#01385
Swansee Town (MacEdward Leach)
See also: The Lass Of Swansea Town (Peacock)
midi1   alt: midi2

Down by some Swansee barracks
one evening as I strayed,
A-viewing of the roses red
I spied a handsome maid;
Red and rosy was her cheeks
the tears they did flow down,
I thought she was some gone astray,
the lass from Swansee Town.

I boldly stepped up to her,
I said, "What brought you here?"
"I am in search, kind sir," she said,
"all for my Willie dear.
Eight years ago he left me,
for Princetown he was bound,
He told me that he would be true
to the lass of Swansee Town."

"If Willie was your true love's name
I know that young man well.
'Twas in a battle with the French
your true love Willie fell;
A cannon ball which made him fall
and give him his death wound.
He told me for to take you, dear,
the lass of Swansee Town."

"Stand back, stand back, young man,"
she cried, "if what you say is true,
Oh, take me to my Willie dear,
I cannot die with you;
Oh, take me to my Willie dear,
give me my death wound,
For no other young man will ever enjoy
the Lass of Swansee Town."

His jacket then fell open,
those marks he did make known.
She flew into her Willie's arms,
crying, "Welcome, Willie, home."
There is a cottage by the sea
where they are settled down,
Young Willie of the Royal Blue
and the Lass of Swansee Town.

####.... Author unknown. Variant of a 19th-century British broadside ballad, The Lass Of --- Town, published by T Birt (London) sometime between 1833 and 1841, and archived at the Bodleian Library Broadside Ballads, shelfmark: Harding B 11(2071) ....####

Collected in 1950 from Mrs Peter (Mary Lee) Mushrow [1912-2002] of Cape Ray, NL, and published in MacEdward Leach And The Songs Of Atlantic Canada © 2004 Memorial University of Newfoundland Folklore and Language Archive (MUNFLA).

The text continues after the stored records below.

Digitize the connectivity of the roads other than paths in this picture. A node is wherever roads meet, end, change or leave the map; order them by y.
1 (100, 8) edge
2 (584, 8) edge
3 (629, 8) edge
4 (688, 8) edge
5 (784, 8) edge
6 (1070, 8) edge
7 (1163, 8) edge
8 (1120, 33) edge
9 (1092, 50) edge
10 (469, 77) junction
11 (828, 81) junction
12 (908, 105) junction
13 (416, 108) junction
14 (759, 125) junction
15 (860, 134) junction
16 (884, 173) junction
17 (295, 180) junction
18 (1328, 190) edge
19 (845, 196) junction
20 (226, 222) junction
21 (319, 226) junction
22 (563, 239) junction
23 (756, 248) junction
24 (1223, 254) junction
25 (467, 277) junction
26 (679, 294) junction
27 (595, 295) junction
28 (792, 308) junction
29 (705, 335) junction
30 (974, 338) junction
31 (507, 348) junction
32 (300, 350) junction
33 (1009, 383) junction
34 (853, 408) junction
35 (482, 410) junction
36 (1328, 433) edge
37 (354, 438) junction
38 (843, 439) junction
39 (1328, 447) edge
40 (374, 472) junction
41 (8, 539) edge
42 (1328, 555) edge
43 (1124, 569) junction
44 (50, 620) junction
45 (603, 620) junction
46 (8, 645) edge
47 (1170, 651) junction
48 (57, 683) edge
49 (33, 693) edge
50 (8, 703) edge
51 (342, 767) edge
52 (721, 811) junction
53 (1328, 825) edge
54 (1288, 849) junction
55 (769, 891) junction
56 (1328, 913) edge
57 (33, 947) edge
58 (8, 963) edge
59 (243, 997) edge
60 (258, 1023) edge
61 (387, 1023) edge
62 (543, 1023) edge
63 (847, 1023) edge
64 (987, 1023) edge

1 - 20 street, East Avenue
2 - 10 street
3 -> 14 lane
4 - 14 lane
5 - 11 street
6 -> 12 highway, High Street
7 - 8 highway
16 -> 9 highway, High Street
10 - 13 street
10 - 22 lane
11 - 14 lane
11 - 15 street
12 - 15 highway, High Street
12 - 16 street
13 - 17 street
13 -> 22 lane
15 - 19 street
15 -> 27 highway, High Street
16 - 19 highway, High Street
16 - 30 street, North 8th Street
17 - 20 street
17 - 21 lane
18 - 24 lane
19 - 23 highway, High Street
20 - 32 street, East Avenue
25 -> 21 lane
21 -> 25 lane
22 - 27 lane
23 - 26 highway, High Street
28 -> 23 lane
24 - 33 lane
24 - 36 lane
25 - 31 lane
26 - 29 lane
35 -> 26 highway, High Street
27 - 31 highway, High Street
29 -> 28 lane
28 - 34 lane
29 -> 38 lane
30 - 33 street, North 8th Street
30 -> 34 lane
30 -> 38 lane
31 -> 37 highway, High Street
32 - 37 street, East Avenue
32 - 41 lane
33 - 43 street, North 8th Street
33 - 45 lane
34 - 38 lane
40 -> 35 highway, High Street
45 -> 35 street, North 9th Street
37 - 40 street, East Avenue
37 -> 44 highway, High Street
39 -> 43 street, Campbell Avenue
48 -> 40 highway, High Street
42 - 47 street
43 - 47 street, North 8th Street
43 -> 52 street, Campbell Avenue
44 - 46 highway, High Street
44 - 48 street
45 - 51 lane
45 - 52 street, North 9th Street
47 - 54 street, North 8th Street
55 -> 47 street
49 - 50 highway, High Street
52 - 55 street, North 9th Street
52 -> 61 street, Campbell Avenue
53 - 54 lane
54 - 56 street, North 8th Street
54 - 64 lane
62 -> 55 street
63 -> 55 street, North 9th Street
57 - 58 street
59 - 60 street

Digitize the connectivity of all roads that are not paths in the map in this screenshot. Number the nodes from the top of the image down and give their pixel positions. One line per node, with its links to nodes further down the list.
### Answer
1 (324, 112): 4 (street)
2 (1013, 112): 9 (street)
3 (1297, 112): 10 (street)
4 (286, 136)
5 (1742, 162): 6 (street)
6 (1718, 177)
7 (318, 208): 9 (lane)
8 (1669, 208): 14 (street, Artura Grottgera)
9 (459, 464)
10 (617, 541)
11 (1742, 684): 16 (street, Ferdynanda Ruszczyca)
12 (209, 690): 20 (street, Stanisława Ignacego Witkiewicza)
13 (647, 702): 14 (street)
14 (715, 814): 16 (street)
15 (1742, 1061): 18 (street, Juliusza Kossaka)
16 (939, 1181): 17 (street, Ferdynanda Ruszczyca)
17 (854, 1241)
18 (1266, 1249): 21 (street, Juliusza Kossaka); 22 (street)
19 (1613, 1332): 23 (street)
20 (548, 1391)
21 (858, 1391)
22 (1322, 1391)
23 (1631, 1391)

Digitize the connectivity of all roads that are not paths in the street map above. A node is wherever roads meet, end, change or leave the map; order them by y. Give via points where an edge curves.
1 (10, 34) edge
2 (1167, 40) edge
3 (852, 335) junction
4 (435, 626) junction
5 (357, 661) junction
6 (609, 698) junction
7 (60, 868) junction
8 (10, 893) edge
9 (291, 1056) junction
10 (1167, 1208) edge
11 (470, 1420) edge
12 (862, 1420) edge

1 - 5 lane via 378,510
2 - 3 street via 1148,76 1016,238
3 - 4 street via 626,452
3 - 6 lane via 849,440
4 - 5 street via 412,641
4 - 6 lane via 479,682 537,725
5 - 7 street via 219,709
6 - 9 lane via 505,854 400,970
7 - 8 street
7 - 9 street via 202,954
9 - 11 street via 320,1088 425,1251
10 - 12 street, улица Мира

A variant was collected in 1951 from Mr Tom Pennell [1912-?] of Trepassey, NL, and published as The Lass Of Swansee Town in MacEdward Leach And The Songs Of Atlantic Canada © 2004 Memorial University of Newfoundland Folklore and Language Archive (MUNFLA).

A third variant was collected by Kenneth Peacock in 1952 from Henry James (Harry) Curtis [1895-1963] of Joe Batt's Arm, NL, and published as The Lass Of Swansea Town in Songs Of The Newfoundland Outports, Volume 2, pp.547-548, by the National Museum of Canada (1965) Crown Copyrights Reserved.